Content starts
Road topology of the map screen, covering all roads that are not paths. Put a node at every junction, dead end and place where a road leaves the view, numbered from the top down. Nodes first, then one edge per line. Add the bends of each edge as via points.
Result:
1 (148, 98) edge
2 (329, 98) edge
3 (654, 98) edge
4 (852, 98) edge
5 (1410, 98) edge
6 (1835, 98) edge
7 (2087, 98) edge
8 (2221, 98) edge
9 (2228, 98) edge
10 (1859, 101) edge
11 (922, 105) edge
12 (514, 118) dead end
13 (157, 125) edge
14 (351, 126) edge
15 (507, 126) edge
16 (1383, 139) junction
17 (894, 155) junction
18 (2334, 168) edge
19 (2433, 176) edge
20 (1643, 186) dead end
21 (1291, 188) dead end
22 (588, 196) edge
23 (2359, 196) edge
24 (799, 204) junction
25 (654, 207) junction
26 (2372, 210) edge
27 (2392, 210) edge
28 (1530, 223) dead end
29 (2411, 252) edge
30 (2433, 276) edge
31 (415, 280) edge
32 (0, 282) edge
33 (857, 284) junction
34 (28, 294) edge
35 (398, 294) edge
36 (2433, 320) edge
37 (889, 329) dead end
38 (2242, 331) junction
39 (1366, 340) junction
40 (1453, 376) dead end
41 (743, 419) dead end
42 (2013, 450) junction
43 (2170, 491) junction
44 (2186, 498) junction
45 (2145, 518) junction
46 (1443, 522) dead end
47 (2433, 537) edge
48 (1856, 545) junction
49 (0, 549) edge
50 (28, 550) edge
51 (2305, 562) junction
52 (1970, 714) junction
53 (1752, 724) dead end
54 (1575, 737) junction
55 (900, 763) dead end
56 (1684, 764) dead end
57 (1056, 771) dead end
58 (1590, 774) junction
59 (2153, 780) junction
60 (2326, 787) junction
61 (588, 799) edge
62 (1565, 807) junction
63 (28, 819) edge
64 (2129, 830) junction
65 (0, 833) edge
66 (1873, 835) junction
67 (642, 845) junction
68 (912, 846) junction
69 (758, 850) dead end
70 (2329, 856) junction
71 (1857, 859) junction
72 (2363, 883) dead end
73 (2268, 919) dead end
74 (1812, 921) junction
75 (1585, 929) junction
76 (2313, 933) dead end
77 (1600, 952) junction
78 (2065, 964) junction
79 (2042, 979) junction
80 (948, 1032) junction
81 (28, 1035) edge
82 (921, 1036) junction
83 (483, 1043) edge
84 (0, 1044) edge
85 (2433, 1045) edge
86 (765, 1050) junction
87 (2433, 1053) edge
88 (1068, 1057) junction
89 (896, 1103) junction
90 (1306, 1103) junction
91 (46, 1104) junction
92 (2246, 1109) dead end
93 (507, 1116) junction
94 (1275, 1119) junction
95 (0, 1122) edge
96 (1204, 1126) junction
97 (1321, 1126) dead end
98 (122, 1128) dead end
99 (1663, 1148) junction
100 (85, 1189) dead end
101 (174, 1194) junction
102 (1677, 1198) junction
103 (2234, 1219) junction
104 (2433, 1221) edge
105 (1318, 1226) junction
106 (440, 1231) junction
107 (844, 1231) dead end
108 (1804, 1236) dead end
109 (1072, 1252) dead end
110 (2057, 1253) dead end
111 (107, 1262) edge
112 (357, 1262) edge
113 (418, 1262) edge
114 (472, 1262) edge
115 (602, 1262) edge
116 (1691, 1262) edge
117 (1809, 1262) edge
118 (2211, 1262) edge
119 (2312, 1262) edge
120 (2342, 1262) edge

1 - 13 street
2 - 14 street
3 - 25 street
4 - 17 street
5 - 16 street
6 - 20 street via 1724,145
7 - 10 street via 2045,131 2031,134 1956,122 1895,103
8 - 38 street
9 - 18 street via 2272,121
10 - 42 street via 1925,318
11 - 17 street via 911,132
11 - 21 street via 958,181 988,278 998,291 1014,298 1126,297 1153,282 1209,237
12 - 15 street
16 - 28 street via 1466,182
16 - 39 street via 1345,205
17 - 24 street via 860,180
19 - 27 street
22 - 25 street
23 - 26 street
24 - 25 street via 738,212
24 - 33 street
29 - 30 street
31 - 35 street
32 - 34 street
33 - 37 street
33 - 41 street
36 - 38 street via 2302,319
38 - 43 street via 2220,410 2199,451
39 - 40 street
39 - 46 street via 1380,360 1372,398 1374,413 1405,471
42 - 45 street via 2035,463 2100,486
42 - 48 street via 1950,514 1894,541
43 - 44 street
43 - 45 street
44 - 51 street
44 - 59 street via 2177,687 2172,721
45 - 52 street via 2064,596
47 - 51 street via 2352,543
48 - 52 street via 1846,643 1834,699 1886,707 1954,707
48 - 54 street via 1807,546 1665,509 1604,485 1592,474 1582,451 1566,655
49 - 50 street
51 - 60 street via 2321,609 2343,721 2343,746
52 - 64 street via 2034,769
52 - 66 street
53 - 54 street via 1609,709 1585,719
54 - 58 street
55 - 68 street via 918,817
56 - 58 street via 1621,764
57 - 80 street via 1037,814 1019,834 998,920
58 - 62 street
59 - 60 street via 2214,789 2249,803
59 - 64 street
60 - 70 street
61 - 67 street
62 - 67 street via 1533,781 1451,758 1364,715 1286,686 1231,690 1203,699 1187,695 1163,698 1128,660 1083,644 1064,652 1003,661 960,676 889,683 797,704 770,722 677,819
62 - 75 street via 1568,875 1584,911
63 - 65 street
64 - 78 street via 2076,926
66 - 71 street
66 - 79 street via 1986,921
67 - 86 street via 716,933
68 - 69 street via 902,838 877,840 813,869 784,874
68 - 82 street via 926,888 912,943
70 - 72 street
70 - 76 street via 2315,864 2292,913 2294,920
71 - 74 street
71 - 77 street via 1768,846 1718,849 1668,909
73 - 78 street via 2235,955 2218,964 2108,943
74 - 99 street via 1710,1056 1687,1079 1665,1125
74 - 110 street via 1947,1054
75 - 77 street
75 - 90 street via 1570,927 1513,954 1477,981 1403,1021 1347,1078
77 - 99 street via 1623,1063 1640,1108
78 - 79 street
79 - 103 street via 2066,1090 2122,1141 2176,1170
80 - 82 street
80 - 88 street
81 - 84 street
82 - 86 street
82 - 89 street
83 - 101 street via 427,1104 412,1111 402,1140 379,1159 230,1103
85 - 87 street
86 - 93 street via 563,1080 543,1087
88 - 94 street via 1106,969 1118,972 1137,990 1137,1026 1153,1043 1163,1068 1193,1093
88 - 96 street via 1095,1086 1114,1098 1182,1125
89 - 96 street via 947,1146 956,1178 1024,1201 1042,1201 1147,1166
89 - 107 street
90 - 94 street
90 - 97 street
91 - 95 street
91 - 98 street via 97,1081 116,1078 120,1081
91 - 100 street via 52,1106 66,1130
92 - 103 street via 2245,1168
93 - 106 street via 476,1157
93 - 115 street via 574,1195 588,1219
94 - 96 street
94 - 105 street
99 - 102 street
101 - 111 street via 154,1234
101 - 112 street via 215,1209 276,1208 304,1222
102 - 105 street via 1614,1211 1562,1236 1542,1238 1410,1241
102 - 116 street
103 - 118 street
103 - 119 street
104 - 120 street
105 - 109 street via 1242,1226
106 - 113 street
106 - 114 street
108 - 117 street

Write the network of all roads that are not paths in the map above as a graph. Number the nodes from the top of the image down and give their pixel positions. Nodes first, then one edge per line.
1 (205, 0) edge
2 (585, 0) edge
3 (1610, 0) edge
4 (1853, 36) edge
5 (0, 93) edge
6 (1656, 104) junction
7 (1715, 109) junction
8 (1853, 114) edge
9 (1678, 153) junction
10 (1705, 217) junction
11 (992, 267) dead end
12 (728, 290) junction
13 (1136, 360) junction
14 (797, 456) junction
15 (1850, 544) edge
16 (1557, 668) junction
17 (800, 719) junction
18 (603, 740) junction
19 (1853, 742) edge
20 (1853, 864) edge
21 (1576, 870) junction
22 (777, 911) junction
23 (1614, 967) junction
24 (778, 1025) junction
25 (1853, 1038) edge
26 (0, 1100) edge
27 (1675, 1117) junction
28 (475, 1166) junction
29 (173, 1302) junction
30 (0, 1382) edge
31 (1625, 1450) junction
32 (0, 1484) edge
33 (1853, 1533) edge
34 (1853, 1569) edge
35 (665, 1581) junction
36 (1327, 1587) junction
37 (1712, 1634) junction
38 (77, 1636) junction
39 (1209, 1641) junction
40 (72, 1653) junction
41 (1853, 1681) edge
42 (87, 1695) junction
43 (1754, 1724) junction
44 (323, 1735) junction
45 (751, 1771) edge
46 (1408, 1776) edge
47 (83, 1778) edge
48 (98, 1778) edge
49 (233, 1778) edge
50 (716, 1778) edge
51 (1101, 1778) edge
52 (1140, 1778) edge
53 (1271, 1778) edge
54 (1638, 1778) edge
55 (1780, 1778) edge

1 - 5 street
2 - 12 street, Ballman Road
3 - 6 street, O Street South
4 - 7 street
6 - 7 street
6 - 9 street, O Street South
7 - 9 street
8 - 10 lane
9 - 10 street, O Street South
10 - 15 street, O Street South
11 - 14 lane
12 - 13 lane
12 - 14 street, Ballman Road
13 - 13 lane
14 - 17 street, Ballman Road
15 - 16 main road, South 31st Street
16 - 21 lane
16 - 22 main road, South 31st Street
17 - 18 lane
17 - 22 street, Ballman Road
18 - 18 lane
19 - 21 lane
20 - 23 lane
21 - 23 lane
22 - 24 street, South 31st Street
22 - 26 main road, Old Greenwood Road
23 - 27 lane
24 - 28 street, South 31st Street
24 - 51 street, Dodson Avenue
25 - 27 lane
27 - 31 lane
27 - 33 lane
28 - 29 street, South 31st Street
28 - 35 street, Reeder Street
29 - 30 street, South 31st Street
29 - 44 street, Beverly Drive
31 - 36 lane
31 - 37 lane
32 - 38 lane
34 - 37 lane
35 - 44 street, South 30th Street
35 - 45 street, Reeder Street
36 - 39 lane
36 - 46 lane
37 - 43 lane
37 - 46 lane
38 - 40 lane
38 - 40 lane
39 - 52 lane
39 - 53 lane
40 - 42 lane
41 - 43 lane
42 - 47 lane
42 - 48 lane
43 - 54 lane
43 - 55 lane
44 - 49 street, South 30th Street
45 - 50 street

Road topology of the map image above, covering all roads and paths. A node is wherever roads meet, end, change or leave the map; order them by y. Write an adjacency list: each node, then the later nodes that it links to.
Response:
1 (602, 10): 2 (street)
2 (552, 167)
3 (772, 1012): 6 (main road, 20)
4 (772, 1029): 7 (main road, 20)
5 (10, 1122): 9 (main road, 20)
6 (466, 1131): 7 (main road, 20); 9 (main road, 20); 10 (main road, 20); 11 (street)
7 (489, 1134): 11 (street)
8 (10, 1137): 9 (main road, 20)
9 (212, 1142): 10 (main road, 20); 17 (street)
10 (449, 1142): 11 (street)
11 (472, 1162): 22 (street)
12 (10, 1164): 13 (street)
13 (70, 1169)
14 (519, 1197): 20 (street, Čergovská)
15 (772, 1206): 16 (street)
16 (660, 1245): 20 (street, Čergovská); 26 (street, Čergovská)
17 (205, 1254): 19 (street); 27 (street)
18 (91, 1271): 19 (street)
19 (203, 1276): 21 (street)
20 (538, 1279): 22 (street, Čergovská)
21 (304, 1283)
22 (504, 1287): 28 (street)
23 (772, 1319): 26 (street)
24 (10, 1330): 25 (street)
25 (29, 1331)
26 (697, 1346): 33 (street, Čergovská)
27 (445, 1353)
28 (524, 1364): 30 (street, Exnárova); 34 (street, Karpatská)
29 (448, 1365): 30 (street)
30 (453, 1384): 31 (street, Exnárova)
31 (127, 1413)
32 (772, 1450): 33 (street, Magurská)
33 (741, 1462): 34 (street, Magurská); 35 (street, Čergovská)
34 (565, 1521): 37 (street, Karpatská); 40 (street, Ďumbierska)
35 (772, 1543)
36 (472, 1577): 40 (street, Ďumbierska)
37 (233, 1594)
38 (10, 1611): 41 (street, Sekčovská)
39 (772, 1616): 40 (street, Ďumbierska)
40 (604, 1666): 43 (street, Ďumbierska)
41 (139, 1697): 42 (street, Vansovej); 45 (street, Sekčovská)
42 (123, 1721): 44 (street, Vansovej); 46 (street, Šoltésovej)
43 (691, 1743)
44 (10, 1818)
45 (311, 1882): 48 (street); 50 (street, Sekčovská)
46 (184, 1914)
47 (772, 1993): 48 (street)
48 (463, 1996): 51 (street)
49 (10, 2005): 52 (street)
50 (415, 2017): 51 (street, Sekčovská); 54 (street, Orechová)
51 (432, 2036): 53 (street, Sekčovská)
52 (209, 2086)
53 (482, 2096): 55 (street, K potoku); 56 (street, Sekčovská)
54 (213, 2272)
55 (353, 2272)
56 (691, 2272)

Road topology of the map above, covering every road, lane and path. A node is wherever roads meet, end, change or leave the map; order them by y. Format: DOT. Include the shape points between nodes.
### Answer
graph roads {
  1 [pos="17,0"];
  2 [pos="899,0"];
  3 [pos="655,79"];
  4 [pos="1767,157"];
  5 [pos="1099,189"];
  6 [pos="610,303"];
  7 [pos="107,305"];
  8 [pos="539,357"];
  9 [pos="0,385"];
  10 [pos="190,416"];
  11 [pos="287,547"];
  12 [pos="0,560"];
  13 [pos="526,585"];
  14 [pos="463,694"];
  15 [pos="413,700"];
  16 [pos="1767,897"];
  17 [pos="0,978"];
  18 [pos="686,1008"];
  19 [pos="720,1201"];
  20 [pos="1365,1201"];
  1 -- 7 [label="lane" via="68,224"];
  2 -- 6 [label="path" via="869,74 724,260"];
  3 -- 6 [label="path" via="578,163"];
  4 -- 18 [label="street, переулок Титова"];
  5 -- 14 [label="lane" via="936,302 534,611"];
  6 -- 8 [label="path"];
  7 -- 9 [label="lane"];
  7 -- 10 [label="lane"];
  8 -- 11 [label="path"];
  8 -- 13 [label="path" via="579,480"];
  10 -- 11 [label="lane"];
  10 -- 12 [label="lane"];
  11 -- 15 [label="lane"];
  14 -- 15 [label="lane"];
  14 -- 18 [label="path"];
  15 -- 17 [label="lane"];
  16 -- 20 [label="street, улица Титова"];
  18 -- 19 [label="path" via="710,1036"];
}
Content ends
Look over the material above and report each line holding "Karpatská".

» **PROBLEM SOLUTION**
28 (524, 1364): 30 (street, Exnárova); 34 (street, Karpatská)
34 (565, 1521): 37 (street, Karpatská); 40 (street, Ďumbierska)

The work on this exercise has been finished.